Welcome to the resource topic for 2022/175

Title:
WeRLman: To Tackle Whale (Transactions), Go Deep (RL)

Authors: Roi Bar-Zur, Ameer Abu-Hanna, Ittay Eyal, and Aviv Tamar

Abstract:

The security of proof-of-work blockchain protocols critically relies on incentives. Their operators, called miners, receive rewards for creating blocks containing user-generated transactions. Each block rewards its creator with newly minted tokens and with transaction fees paid by the users. The protocol stability is violated if any of the miners surpasses a threshold ratio of the computational power; she is then motivated to deviate with selfish mining and increase her rewards.

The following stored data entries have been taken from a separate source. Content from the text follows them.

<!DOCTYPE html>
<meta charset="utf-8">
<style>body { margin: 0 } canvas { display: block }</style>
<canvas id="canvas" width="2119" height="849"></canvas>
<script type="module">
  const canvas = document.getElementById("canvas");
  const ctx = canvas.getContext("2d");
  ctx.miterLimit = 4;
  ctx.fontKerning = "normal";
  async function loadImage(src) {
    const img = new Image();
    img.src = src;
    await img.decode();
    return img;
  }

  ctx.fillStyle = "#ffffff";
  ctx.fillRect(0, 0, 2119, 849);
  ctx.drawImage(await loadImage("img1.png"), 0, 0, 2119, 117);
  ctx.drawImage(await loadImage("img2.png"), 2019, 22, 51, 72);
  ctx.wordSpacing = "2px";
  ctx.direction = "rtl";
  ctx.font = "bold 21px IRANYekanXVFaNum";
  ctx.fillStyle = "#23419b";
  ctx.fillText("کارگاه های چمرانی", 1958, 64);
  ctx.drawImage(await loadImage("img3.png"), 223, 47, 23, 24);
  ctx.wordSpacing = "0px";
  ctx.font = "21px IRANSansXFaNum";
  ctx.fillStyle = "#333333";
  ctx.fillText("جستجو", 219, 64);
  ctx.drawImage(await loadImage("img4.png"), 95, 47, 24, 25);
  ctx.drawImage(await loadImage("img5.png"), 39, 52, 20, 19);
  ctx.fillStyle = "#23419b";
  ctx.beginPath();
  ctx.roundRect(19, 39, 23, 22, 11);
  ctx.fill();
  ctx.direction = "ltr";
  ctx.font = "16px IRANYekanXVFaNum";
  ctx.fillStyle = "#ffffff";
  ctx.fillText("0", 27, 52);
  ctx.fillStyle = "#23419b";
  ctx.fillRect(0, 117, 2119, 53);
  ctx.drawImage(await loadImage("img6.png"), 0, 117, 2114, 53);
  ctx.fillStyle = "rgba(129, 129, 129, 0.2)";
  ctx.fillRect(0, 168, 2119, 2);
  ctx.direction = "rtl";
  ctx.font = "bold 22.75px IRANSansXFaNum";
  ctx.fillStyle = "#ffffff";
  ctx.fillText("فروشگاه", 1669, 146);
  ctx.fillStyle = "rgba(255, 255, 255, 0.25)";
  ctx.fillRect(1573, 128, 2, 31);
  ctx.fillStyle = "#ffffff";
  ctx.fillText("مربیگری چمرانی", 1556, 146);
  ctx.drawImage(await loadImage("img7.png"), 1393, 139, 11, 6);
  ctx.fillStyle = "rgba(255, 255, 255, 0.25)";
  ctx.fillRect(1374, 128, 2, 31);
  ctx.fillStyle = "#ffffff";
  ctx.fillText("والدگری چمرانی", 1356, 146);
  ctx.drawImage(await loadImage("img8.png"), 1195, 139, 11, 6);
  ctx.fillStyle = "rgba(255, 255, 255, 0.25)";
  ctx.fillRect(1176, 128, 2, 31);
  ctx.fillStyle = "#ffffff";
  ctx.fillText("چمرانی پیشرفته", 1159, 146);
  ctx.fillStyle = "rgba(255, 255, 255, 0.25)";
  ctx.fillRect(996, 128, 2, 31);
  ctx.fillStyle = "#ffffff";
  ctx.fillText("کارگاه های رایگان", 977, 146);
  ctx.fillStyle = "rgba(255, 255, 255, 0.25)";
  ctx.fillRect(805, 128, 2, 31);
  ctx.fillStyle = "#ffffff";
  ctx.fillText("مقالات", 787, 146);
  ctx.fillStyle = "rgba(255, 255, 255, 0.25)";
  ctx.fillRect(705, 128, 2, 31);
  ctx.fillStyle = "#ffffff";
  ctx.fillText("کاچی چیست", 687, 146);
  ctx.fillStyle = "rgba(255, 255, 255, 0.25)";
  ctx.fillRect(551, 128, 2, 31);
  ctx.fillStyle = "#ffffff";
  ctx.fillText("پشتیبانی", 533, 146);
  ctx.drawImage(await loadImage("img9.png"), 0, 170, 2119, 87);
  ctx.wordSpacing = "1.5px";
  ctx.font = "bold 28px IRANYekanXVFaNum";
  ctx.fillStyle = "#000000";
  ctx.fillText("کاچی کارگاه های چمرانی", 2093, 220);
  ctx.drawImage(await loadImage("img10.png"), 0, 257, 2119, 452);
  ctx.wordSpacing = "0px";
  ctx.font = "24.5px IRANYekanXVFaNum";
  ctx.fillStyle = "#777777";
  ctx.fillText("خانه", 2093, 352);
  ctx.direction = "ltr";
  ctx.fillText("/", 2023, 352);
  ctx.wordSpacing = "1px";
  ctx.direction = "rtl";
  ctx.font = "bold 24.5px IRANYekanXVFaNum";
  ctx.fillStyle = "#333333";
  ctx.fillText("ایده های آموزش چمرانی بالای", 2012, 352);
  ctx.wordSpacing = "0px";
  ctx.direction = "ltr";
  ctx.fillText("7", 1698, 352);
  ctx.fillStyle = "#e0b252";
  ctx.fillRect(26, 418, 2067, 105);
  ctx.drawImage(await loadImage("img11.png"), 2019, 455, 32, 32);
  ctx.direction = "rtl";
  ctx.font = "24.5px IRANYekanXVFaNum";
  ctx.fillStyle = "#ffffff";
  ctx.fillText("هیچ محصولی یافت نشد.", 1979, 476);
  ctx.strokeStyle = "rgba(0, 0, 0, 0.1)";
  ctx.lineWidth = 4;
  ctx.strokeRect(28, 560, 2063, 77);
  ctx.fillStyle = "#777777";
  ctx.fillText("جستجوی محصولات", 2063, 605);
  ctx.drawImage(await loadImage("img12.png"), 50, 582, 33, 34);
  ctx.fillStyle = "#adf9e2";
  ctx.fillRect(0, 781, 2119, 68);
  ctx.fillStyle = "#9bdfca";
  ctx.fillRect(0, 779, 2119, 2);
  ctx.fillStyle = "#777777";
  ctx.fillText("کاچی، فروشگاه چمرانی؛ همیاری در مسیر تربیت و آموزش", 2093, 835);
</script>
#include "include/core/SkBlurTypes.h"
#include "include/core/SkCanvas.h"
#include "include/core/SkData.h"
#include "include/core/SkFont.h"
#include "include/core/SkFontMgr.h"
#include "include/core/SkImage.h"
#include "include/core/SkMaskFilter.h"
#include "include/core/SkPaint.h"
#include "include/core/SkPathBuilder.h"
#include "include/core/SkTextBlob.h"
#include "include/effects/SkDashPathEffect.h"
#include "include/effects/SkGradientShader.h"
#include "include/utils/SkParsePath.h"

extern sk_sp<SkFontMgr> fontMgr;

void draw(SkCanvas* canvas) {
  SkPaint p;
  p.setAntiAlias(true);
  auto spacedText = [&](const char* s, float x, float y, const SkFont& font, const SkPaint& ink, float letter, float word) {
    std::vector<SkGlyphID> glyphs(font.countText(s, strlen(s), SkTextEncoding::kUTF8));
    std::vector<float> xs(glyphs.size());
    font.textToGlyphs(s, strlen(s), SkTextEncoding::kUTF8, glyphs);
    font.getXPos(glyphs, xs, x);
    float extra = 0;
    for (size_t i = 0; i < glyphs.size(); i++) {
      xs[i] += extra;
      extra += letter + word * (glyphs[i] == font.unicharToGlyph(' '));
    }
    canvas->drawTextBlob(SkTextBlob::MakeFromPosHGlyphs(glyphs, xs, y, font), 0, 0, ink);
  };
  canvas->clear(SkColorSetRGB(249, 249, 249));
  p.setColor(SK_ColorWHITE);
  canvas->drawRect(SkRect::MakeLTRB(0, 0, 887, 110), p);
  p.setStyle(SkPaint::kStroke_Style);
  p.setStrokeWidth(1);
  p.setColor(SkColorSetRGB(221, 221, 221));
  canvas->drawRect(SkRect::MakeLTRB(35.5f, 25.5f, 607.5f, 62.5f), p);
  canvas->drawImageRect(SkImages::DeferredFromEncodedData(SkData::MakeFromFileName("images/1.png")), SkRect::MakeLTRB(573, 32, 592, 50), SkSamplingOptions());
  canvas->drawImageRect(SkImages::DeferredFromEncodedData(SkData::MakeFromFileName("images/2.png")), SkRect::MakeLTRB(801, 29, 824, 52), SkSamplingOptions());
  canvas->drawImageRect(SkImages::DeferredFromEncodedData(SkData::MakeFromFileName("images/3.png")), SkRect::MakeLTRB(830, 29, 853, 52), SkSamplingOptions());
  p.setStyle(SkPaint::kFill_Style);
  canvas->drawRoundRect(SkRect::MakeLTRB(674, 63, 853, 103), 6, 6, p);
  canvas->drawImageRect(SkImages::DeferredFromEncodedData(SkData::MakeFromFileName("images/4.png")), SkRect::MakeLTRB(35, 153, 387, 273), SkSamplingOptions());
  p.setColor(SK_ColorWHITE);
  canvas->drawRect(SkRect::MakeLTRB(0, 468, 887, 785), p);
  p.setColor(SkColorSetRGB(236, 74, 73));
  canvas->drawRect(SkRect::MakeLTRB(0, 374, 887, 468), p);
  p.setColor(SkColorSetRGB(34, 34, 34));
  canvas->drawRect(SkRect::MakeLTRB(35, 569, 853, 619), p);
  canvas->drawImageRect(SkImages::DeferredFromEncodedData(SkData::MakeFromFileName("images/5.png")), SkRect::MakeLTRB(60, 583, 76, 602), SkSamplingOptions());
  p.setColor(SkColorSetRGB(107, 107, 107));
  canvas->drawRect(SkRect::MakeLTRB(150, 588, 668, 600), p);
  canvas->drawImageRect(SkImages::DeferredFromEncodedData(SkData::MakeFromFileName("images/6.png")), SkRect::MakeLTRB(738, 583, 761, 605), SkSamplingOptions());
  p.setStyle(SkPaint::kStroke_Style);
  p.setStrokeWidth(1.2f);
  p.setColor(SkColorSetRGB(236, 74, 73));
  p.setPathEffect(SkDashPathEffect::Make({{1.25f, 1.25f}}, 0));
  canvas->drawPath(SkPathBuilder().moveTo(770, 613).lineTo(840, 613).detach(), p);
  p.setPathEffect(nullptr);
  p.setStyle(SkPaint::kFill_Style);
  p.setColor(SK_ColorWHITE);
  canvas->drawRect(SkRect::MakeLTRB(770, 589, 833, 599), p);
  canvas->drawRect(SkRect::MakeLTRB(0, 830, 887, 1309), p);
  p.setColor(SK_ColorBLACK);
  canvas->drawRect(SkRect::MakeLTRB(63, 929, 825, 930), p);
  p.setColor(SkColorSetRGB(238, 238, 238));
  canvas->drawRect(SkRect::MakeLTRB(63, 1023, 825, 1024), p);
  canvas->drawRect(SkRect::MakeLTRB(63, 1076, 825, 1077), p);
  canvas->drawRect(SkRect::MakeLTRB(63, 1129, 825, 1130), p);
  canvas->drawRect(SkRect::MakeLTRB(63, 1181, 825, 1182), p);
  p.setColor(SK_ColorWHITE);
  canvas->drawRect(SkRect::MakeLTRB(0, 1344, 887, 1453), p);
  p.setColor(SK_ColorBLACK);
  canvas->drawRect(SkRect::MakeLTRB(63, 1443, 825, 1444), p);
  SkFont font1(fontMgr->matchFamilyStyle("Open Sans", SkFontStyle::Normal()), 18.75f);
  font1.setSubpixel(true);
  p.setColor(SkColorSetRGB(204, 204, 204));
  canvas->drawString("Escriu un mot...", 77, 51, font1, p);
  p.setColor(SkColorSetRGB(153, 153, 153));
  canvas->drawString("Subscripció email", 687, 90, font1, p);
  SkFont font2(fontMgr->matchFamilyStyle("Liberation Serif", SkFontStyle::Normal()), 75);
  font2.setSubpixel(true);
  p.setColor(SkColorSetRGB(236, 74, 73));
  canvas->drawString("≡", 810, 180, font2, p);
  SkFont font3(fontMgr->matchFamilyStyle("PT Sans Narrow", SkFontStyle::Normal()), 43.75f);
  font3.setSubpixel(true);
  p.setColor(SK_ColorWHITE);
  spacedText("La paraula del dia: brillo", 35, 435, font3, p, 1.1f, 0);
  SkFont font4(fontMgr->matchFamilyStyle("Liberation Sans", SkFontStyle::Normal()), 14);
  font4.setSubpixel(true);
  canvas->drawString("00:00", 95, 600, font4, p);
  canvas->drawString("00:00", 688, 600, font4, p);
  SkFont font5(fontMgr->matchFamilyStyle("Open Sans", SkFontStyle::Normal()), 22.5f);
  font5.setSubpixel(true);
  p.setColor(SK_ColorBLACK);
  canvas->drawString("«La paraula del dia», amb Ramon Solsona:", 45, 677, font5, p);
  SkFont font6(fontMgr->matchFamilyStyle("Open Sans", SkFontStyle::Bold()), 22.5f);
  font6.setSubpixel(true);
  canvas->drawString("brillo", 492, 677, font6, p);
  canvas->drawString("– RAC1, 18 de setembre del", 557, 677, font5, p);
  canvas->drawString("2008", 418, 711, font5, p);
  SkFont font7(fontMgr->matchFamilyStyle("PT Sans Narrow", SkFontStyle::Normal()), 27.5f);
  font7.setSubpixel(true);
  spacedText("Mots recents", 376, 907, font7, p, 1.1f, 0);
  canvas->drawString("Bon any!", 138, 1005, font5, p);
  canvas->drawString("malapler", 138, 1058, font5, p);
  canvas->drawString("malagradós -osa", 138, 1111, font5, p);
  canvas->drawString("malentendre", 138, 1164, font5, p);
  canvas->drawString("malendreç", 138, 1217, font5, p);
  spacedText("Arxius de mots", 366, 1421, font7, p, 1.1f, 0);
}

Previous analyses of selfish mining strategies assumed constant rewards. But with statistics from operational systems, we show that there are occasional whales- blocks with exceptional rewards. Modeling this behavior implies a state-space that grows exponentially with the parameters, becoming prohibitively large for existing analysis tools. We present the WeRLman framework to analyze such models. WeRLman uses deep Reinforcement Learning (RL), inspired by the state-of-the-art AlphaGo Zero algorithm. Directly extending AlphaGo Zero to a stochastic model leads to high sampling noise, which is detrimental to the learning process. Therefore, WeRLman employs novel variance reduction techniques by exploiting the recurrent nature of the system and prior knowledge of transition probabilities. Evaluating WeRLman against models we can accurately solve demonstrates it achieves unprecedented accuracy in deep RL for blockchain. We use WeRLman to analyze the incentives of a rational miner in various settings and upper-bound the security threshold of Bitcoin-like blockchains. We show, for the first time, a negative relationship between fee variability and the security threshold. The previously known bound, with constant rewards, stands at 0.25. We show that considering whale transactions reduces this threshold considerably. In particular, with Bitcoin historical fees and its future minting policy, its threshold for deviation will drop to 0.2 in 10 years, 0.17 in 20 years, and to 0.12 in 30 years. With recent fees from the Ethereum smart-contract platform, the threshold drops to 0.17. These are below the common sizes of large miners.